[Start of section]

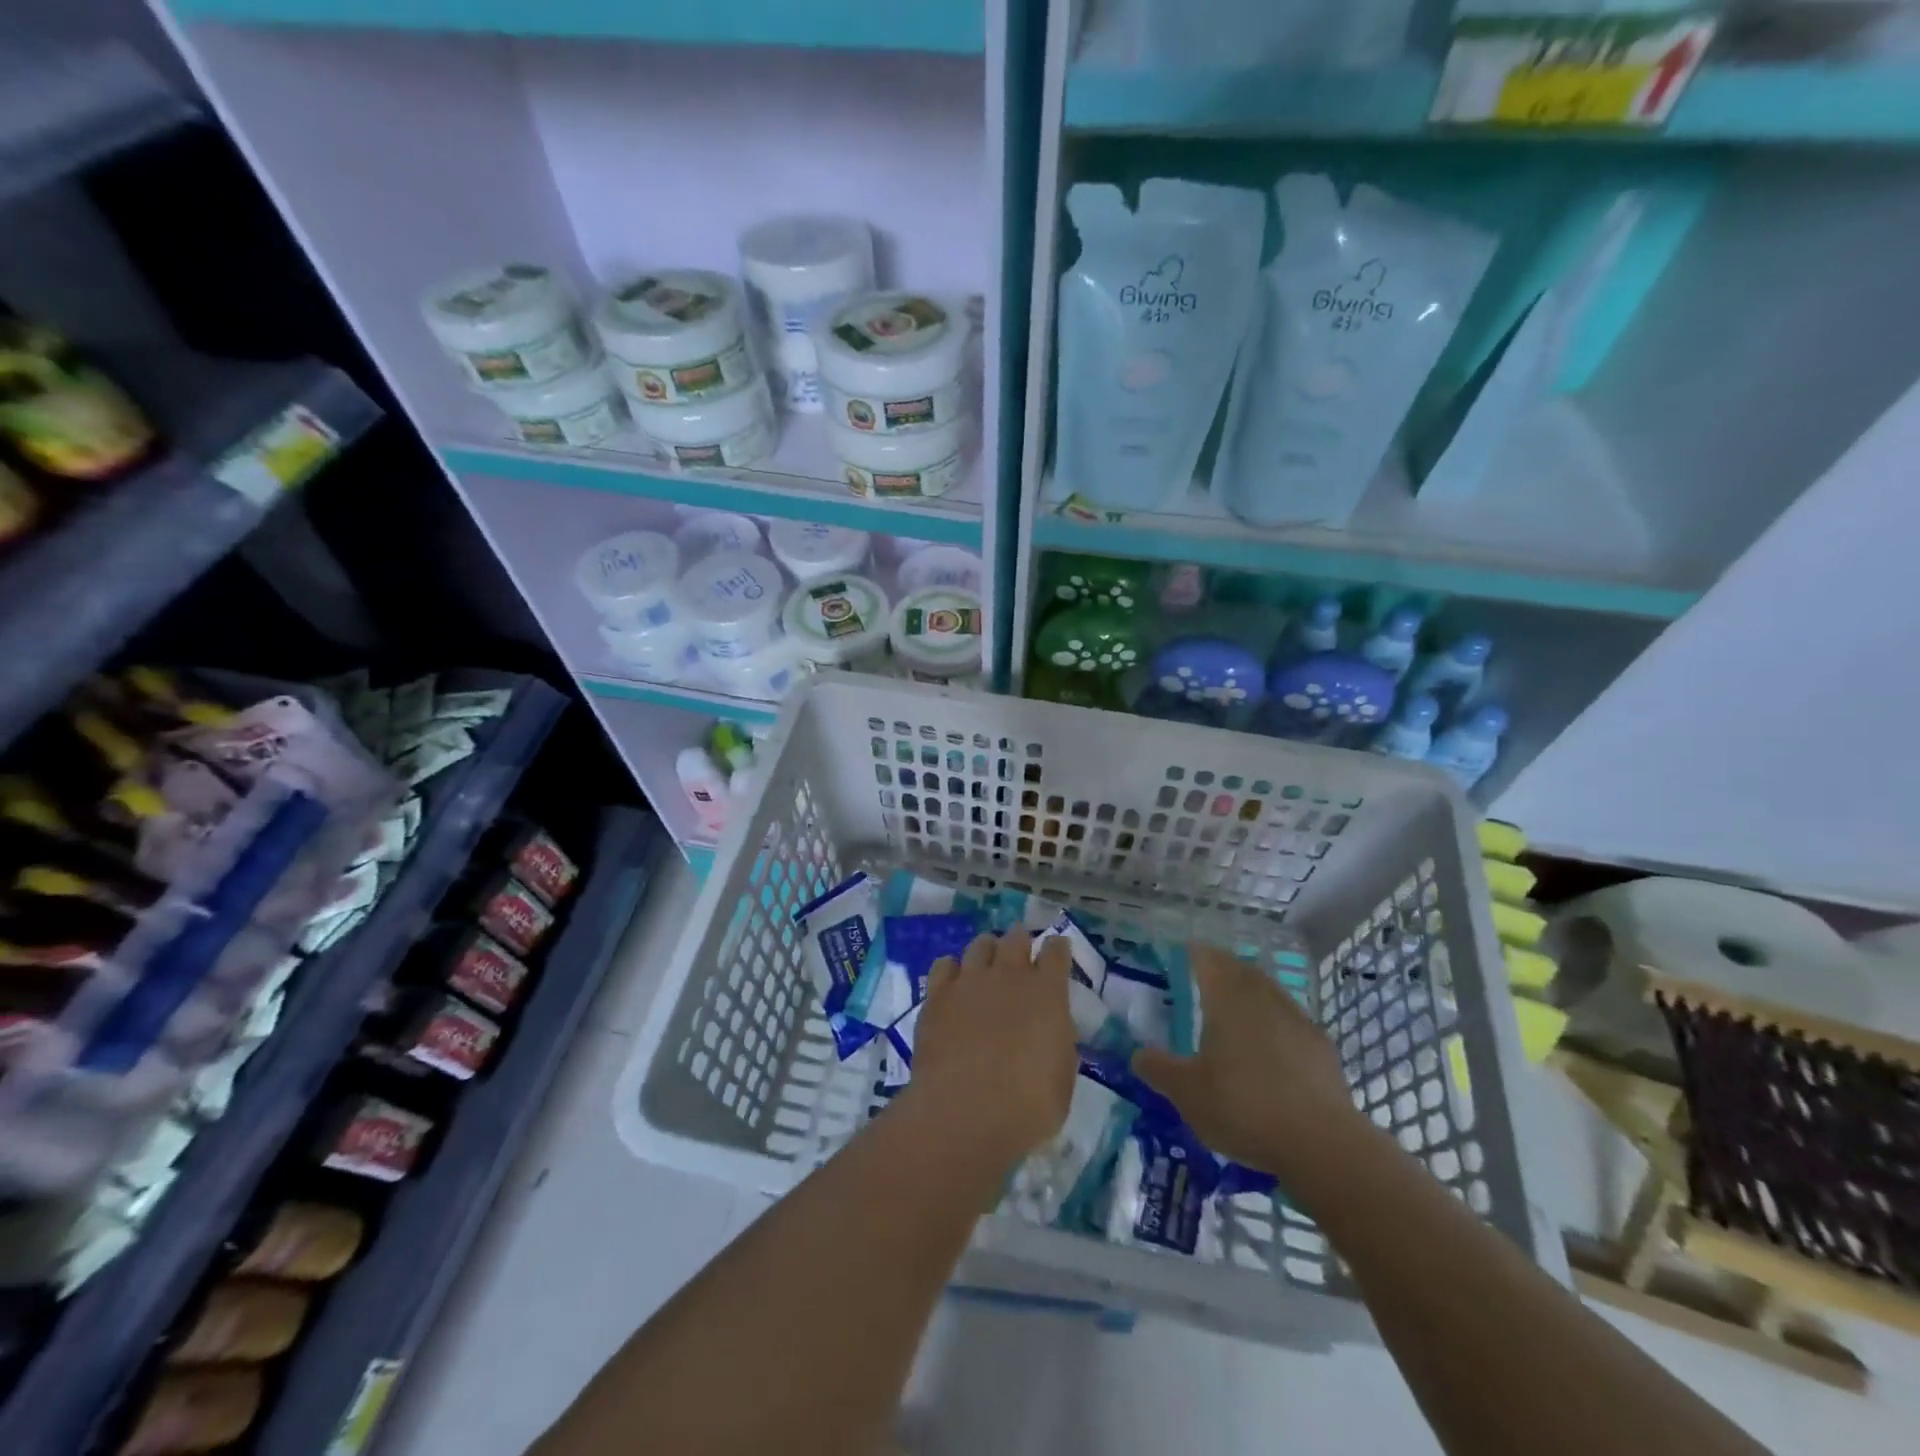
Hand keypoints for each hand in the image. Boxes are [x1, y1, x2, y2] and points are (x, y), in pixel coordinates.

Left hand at [902, 930, 1077, 1167]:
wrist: (964, 1112)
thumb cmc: (1027, 1106)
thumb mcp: (1062, 1078)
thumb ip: (1058, 1042)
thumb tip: (1050, 1028)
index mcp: (1047, 992)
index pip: (1056, 952)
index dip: (1057, 948)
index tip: (1057, 950)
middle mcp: (1009, 975)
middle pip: (1016, 938)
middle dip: (1021, 940)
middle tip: (1020, 951)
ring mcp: (970, 981)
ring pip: (980, 944)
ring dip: (988, 949)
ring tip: (987, 962)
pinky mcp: (937, 995)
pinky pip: (944, 965)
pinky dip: (952, 968)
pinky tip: (954, 982)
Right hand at [1131, 943, 1366, 1182]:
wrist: (1323, 1144)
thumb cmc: (1244, 1107)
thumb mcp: (1187, 1093)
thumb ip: (1158, 1069)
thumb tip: (1137, 1054)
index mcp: (1227, 998)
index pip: (1207, 959)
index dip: (1193, 953)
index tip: (1181, 953)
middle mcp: (1262, 998)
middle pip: (1240, 969)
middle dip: (1222, 968)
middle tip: (1205, 977)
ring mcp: (1297, 1020)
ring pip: (1269, 991)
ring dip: (1251, 992)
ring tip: (1236, 1008)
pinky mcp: (1322, 1047)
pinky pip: (1291, 1020)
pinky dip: (1276, 1022)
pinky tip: (1272, 1045)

[End of section]

§ Exercise requirements: Looking at the material above, state the number of lines that contain the word "ring". Give nothing but that number.

§ Result: 8